After that, the three of them started what was to become a regular, GPA-destroying thing: Betsy in the backseat, Ginny behind the wheel, and Caroline shotgun, making their first stop of the night at the drive-thru liquor store so Ginny could flirt with the guys who worked there until they handed over three bottles of Asti Spumante to underage girls who would never, ever pay. It would become their routine. That’s how it all began. Later, the John incident would be how it ended. But in that moment, Betsy still basked in the reflected glow of her slightly demonic friend and Ginny’s sweet but devilish smile, the glint in her eyes, which Betsy could see reflected in the rearview mirror.
BETSY STEPPED OVER the edge of the claw-foot tub, wrapped herself in a stiff yellow towel, and cleared the steam from the mirror with her palm. Even after the shower, the crochet imprint was embedded on her cheek. She combed her fingers through her hair, pulled on her last pair of clean underpants, fresh Levi’s, and a threadbare black V-neck T-shirt and crept down the stairs with her army surplus boots in one hand, steadying herself on the railing with the other.
Miss June was in what appeared to be the library, though the shelves that lined the walls were deeper and bowed in the middle from the weight of vinyl. Betsy had never seen a record collection so immense, or a turntable quite so old. June sat in an overstuffed chair that was bulging at the seams, exposing the cotton stuffing beneath, making something out of variegated yarn that appeared to have three sleeves. She was listening to jazz.
“Thought you children might be dead up there, heh heh,” she said, not bothering to look up.
“Hate to disappoint you,” said Betsy, forcing a smile. Dead girls. Always hilarious. “If I don’t eat soon, I might be.”
“Got some biscuits in the kitchen left over from this morning,” she said. “There’s a place on the corner that’ll fix you up with some dinner. Cheap and good, the best kind.”
Betsy ate the stale biscuit with honey on a chipped saucer in the dark kitchen and, newly fortified, walked the two blocks to the nearest liquor store. She bought a six-pack of Shiner—the cashier didn’t ask for her I.D. and Betsy assumed that it was because the last two days had aged her ten years—and a bag of Lay’s. Back on the wide porch of Miss June’s house, Betsy took a seat in a crackly rocking chair to watch cars rolling by and people strolling on the sidewalk making their way to somewhere in no particular rush. She breathed in the weighty, unfamiliar air and Miss June’s music, which drifted through the screen door. Betsy would never learn to love jazz, but that night she came close. She felt a little ragged, uncertain, raw in the strangest way, and the music mirrored that. She heard Gavin’s low, slow voice greeting Miss June inside and the creaking of the front door.

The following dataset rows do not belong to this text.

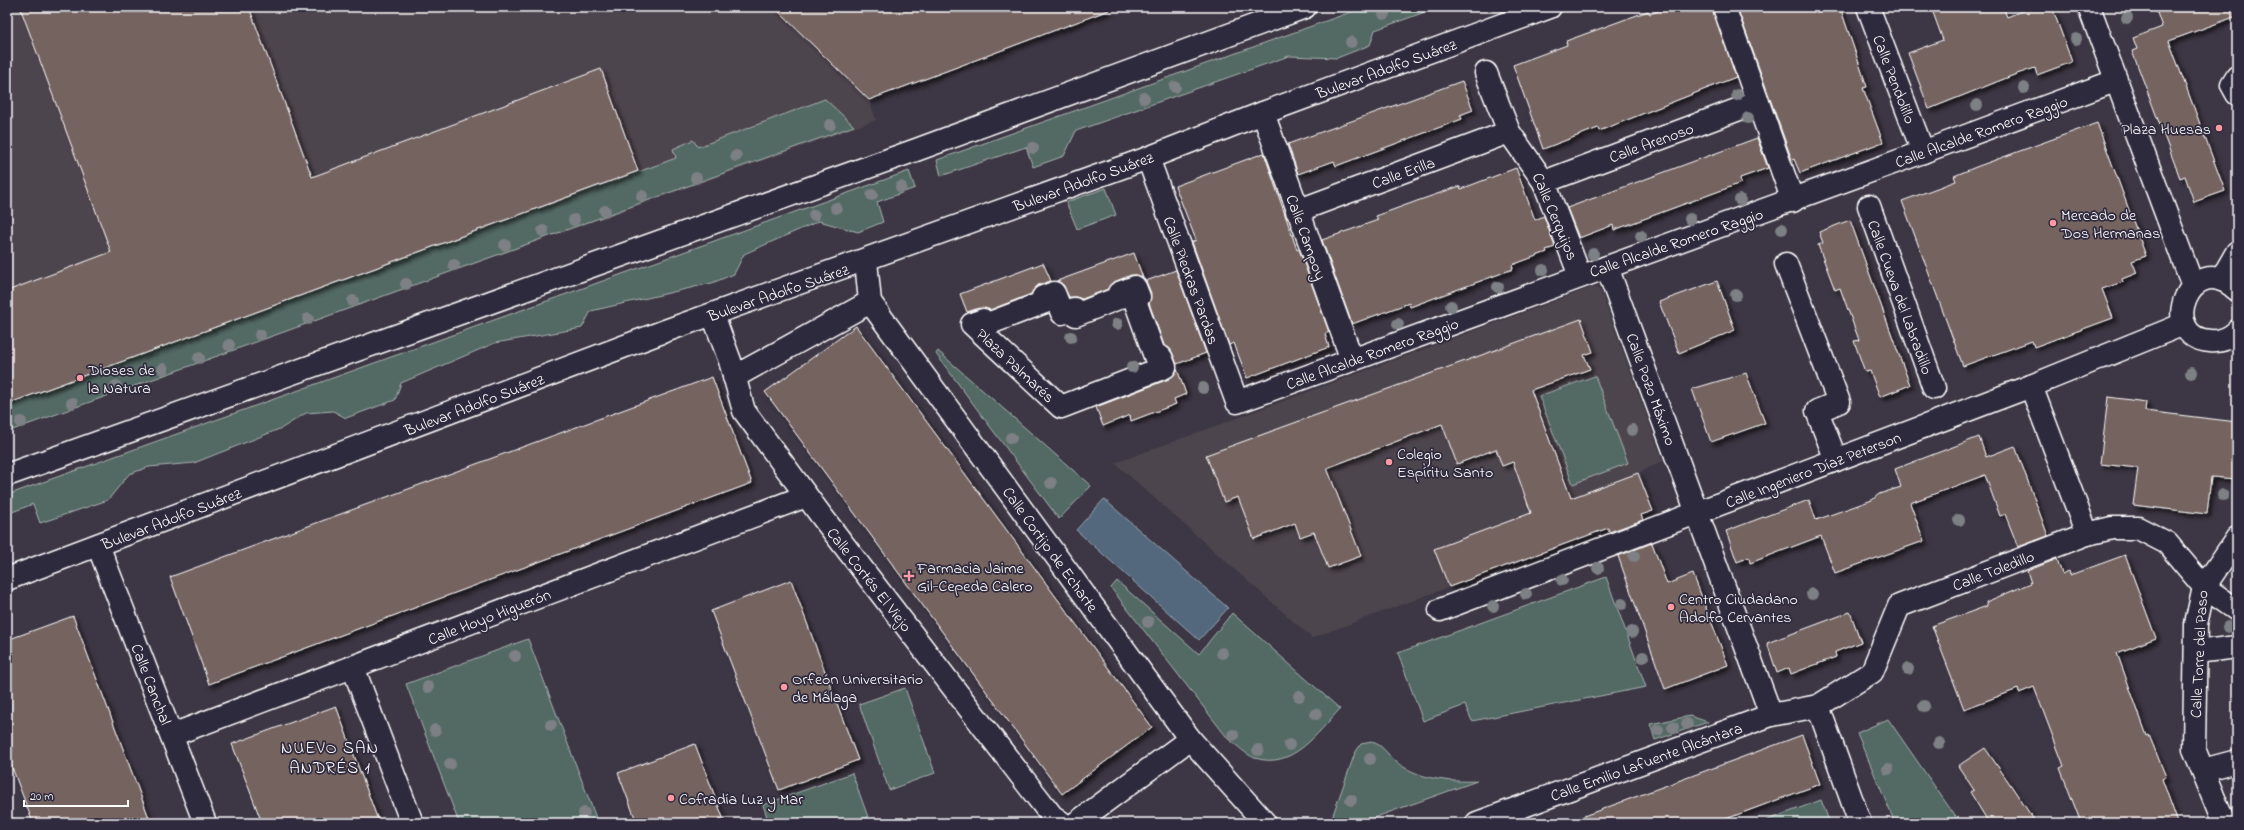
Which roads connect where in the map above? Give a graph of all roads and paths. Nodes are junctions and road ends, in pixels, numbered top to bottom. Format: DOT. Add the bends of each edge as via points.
graph roads {
  1 [pos="1304,7"];
  2 [pos="1550,7"];
  3 [pos="1724,7"];
  4 [pos="1868,7"];
  5 [pos="2089,7"];
  6 [pos="1486,73"];
  7 [pos="2237,77"];
  8 [pos="2115,81"];
  9 [pos="2237,94"];
  10 [pos="1758,102"];
  11 [pos="1263,113"];
  12 [pos="1509,132"];
  13 [pos="1923,152"];
  14 [pos="1148,158"];
  15 [pos="1544,182"];
  16 [pos="1793,201"];
  17 [pos="1869,206"];
  18 [pos="1297,211"];
  19 [pos="2237,252"];
  20 [pos="866,261"];
  21 [pos="1786,264"];
  22 [pos="1607,267"];
  23 [pos="1580,276"];
  24 [pos="2229,285"];
  25 [pos="2193,286"];
  26 [pos="870,302"];
  27 [pos="712,315"];
  28 [pos="2184,324"];
  29 [pos="2233,339"];
  30 [pos="1352,360"];
  31 [pos="1165,367"];
  32 [pos="734,377"];
  33 [pos="2031,386"];
  34 [pos="1934,388"];
  35 [pos="1237,402"];
  36 [pos="1836,460"];
  37 [pos="7,474"];
  38 [pos="806,496"];
  39 [pos="1698,512"];
  40 [pos="2088,534"];
  41 [pos="2237,538"];
  42 [pos="98,545"];
  43 [pos="7,580"];
  44 [pos="2204,587"];
  45 [pos="1440,610"];
  46 [pos="2237,610"];
  47 [pos="2237,647"];
  48 [pos="2196,652"];
  49 [pos="353,667"];
  50 [pos="1818,706"];
  51 [pos="1771,715"];
  52 [pos="172,735"];
  53 [pos="1190,739"];
  54 [pos="2237,761"];
  55 [pos="2203,770"];
  56 [pos="2237,820"];
  57 [pos="205,823"];
  58 [pos="412,823"];
  59 [pos="1062,823"];
  60 [pos="1076,823"];
  61 [pos="1265,823"];
  62 [pos="1477,823"];
  63 [pos="1860,823"];
  64 [pos="2224,823"];
  1 -- 37 [label="street" via="924,147"];
  2 -- 11 [label="street, Bulevar Adolfo Suárez"];
  3 -- 10 [label="street"];
  4 -- 13 [label="street, Calle Pendolillo"];
  5 -- 8 [label="street"];
  6 -- 12 [label="street, Calle Cerquijos"];
  7 -- 9 [label="street" via="2232,86"];
  8 -- 13 [label="street, Calle Alcalde Romero Raggio"];
  8 -- 25 [label="street"];
  10 -- 15 [label="street, Calle Arenoso"];
  10 -- 16 [label="street"];
  11 -- 14 [label="street, Bulevar Adolfo Suárez"];
  11 -- 18 [label="street, Calle Campoy"];
  12 -- 15 [label="street, Calle Cerquijos"];
  12 -- 18 [label="street, Calle Erilla"];
  13 -- 16 [label="street, Calle Alcalde Romero Raggio"];
  14 -- 20 [label="street, Bulevar Adolfo Suárez"];
  14 -- 35 [label="street, Calle Piedras Pardas"];
  15 -- 23 [label="street, Calle Cerquijos"];
  16 -- 22 [label="street, Calle Alcalde Romero Raggio"];
  17 -- 34 [label="street, Calle Cueva del Labradillo"];
  18 -- 30 [label="street, Calle Campoy"];
  19 -- 24 [label="street"];
  20 -- 26 [label="street"];
  20 -- 27 [label="street, Bulevar Adolfo Suárez"];
  21 -- 36 [label="street" via="1839,402 1817,411"];
  22 -- 23 [label="street, Calle Alcalde Romero Raggio"];
  22 -- 39 [label="street, Calle Pozo Máximo"];
  23 -- 30 [label="street, Calle Alcalde Romero Raggio"];
  24 -- 25 [label="street" via="2202,280"];
  25 -- 28 [label="street" via="2186,293 2182,303"];
  26 -- 32 [label="street"];
  26 -- 53 [label="street, Calle Cortijo de Echarte"];
  27 -- 32 [label="street, Calle Cortés El Viejo"];
  27 -- 42 [label="street, Bulevar Adolfo Suárez"];
  28 -- 29 [label="street" via="2193,335 2206,341"];
  28 -- 33 [label="street, Calle Ingeniero Díaz Peterson"];
  30 -- 35 [label="street, Calle Alcalde Romero Raggio"];
  31 -- 31 [label="street, Plaza Palmarés" via="1061,407 972,324 983,320 985,325 1045,302 1044,297 1054,293 1062,313 1074,309 1076,315 1121,297 1119,293 1135,287 1139,297 1134,298 1156,359 1161,357"];
  32 -- 38 [label="street, Calle Cortés El Viejo" via="744,411"];
  33 -- 36 [label="street, Calle Ingeniero Díaz Peterson"];
  33 -- 40 [label="street"];
  36 -- 39 [label="street, Calle Ingeniero Díaz Peterson"];
  38 -- 49 [label="street, Calle Hoyo Higuerón"];
  38 -- 59 [label="street, Calle Cortés El Viejo" via="1052,816"];
  39 -- 45 [label="street, Calle Ingeniero Díaz Peterson"];
  39 -- 51 [label="street"];
  40 -- 44 [label="street, Calle Torre del Paso" via="2112,528 2138,528 2167,543"];
  40 -- 50 [label="street, Calle Toledillo" via="1899,606 1872,672"];
  41 -- 44 [label="street"];
  42 -- 43 [label="street, Bulevar Adolfo Suárez"];
  42 -- 52 [label="street, Calle Canchal"];
  44 -- 46 [label="street"];
  44 -- 48 [label="street, Calle Torre del Paso" via="2196,624"];
  47 -- 48 [label="street"];
  48 -- 55 [label="street, Calle Torre del Paso" via="2194,749"];
  49 -- 52 [label="street, Calle Hoyo Higuerón"];
  49 -- 58 [label="street"];
  50 -- 51 [label="street, Calle Emilio Lafuente Alcántara"];
  50 -- 63 [label="street"];
  51 -- 62 [label="street, Calle Emilio Lafuente Alcántara"];
  52 -- 57 [label="street, Calle Canchal"];
  53 -- 60 [label="street"];
  53 -- 61 [label="street, Calle Cortijo de Echarte"];
  54 -- 55 [label="street"];
  55 -- 64 [label="street, Calle Torre del Paso"];
  56 -- 64 [label="street"];
}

“There you are,” he said, taking the chair next to hers. The scent of Camay soap had followed him from the shower. Betsy handed him a beer and a biscuit wrapped in a paper towel.
“Yep, and I’m never leaving,” she said. “Miss June is making me an ankle-length vest that matches hers and I’m going to stay here forever.”
“Just skip the finding a job and having a life part and head straight for retirement,” he said. “It’s a half-decent plan. But I couldn’t handle the jazz. Way too annoying.”
I have to call my mom, let her know I’m OK, Betsy thought, feeling a familiar tightness in her chest. She’ll be worried. But the fact that she’d left town with a strange new guy, someone she’d barely known, to escape a serial killer might not soothe her mother’s nerves. It could wait until morning.
“Do you want to call Adam and Brett again?” she asked. “Or we could go back by the house? Somebody’s got to be there by now.”
“Nah, maybe later,” he said, leaning forward to put his elbows on his knees, his leg brushing against hers. “I think we could probably entertain ourselves for a while.”
Miss June was right. At the end of the block, they got a deep bowl of beans and rice with corn bread and a couple of beers for fifteen dollars. They walked aimlessly through the warm night, her arm around his waist, his across her shoulders, and she felt safer there, with him, on the street in New Orleans, than she had in some time. She decided not to press him for Channing details. That would keep for a while. On the way into town that day, they passed a billboard painted black with Thou Shalt Not Kill written across it in all caps. Of all of the commandments, Gavin had said, surely that was the easiest to remember, not recognizing the irony of the situation until it was behind them. It’s an odd place to go if you’re fleeing danger. Betsy had always heard how crime-ridden the city was. But the threat there seemed to be out in the open, recognized, hanging in the breeze like a shingle hung in front of a bar—a handbag dangling from a shoulder, ready to be snatched, a fight in the streets that spilled out from a crowded bar. You knew that bad guys were supposed to be there, so you wouldn’t be surprised to run into one.